Memo #
31803

ICI Submits Comment Letter to SEC Recommending Ways to Improve the Fund Proxy System

| Print

[31803]

June 11, 2019 TO: ICI Members
Investment Company Directors SUBJECTS: Compliance
Disclosure
Fund Governance
Intermediary Oversight
Investment Advisers
Operations
Transfer Agency RE: ICI Submits Comment Letter to SEC Recommending Ways to Improve the Fund Proxy System

 

In 2018, the SEC returned its focus to proxy voting policy matters, hosting a Proxy Roundtable in November.[1]  In March, ICI submitted recommendations addressing topics discussed at the Proxy Roundtable, primarily from the vantage point of funds as institutional investors.[2] 

Today, ICI submitted the attached comment letter, offering additional recommendations for improving the proxy system for funds and their shareholders.[3]  As issuers, funds prepare proxy materials in connection with their shareholder meetings and experience all of the challenges that accompany that process.  In many respects, however, funds’ challenges are even more severe than those of other issuers, given their large and diverse retail shareholder population.

Summary of ICI’s Comment Letter 

The letter describes aspects of the proxy process that prove so costly and cumbersome for funds and their shareholders.  We highlight the salient differences between funds and operating companies, present data from a 2018 ICI survey on funds’ recent proxy campaigns and describe fund proxy solicitations.

We then recommend ways to better align the benefits and costs of funds’ proxy requirements and facilitate funds’ proxy solicitations.  Specifically, we recommend that the SEC:

  • Rationalize certain shareholder approval requirements in the Investment Company Act to better reflect modern realities of the securities markets and funds’ relationships with their shareholders;[4]
  • Create an additional way for funds to achieve a “majority vote” for applicable Investment Company Act items where an overwhelming majority of voting shareholders support an item;[5] and
  • Permit funds to deliver proxy materials to, and communicate with, their beneficial shareholders directly in connection with proxy proposals.

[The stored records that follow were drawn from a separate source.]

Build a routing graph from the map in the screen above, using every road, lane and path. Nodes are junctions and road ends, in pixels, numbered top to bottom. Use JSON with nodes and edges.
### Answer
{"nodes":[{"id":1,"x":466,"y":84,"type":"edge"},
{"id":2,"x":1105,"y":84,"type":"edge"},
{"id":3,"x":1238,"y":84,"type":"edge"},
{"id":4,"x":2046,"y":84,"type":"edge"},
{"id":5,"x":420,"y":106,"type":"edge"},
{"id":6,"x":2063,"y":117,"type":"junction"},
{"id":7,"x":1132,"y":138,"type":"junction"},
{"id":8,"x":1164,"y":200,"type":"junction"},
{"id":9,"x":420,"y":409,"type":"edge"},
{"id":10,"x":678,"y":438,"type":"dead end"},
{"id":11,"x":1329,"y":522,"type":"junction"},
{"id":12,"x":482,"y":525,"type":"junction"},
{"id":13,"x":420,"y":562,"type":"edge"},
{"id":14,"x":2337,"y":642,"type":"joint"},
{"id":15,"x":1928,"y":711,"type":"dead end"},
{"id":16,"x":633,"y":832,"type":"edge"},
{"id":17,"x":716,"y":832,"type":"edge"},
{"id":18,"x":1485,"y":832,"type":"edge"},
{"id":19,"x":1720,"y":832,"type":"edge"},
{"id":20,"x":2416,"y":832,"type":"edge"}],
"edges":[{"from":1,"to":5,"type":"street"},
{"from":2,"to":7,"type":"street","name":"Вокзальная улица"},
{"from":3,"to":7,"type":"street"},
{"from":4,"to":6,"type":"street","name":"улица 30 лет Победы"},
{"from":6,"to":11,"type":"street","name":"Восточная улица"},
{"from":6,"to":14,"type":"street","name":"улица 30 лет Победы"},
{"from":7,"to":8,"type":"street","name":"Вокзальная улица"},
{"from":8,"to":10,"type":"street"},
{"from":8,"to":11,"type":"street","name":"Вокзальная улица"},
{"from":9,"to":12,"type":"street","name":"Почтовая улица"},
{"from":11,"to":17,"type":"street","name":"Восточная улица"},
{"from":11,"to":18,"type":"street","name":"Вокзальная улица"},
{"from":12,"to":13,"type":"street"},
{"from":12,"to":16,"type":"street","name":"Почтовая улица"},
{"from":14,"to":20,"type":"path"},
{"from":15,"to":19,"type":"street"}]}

Finally, we recommend that the SEC:

  • Permit funds to include a proxy card with the initial proxy notice (for those using the “notice and access” model for delivering proxy materials); and
  • Permit funds to link, layer, and more easily incorporate information by reference in their proxy statements.

 

Dorothy M. Donohue
Deputy General Counsel - Securities Regulation

Matthew Thornton
Assistant General Counsel

 

Attachment

endnotes

[1] U.S. Securities and Exchange Commission Roundtable on the Proxy Process Transcript (Nov. 15, 2018), available at www.sec.gov/files/proxy-round-table-transcript-111518.pdf

[2] We suggested improving communication among public companies, proxy advisory firms, and investors; reevaluating the resubmission thresholds for shareholder proposals; and leveraging technology to improve the mechanics of confirming proxy votes.  See Letter from Paul Schott Stevens, President and CEO, ICI, to Ms. Vanessa Countryman, Acting Secretary, SEC, dated March 15, 2019, available at www.sec.gov/comments/4-725/4725-5124158-183336.pdfSee also Letter from Paul Schott Stevens, President and CEO, ICI, to Mr. Brent J. Fields, Secretary, SEC, dated November 14, 2018, available at www.sec.gov/comments/4-725/4725-4702049-176465.pdf

[3] SEC Commissioner Roisman recently recognized “the challenges that funds, as issuers themselves, face when they are required to seek shareholder proxies on certain matters, including the costs involved.” Remarks at SEC Speaks: Encouraging Smaller Entrants to Our Capital Markets, Commissioner Elad L. Roisman (Apr. 8, 2019), available at www.sec.gov/news/speech/speech-roisman-040819

[4] Specifically, we recommend that the SEC consider replacing shareholder approval with the disclosure-oriented approach of Rule 35d-1 for changes to certain fundamental policies (e.g., those related to “security-based loans” and concentration policies where the fund wishes to change from being “industry concentrated” to non-concentrated).  We also recommend that the SEC reconsider Section 15(a)’s shareholder approval requirement for sub-advisory agreements and suggest that the SEC could build on its “manager of managers” exemptive work for a proposed new rule. 

[5] We recommend that the SEC create a new way (in addition to the two statutory methods) for funds to achieve a “majority vote.” Specifically, this recommendation would permit proposed items to pass with unanimous board approval, support from at least three-quarters of the shares affirmatively voted, and a quorum of greater than one-third of outstanding voting shares.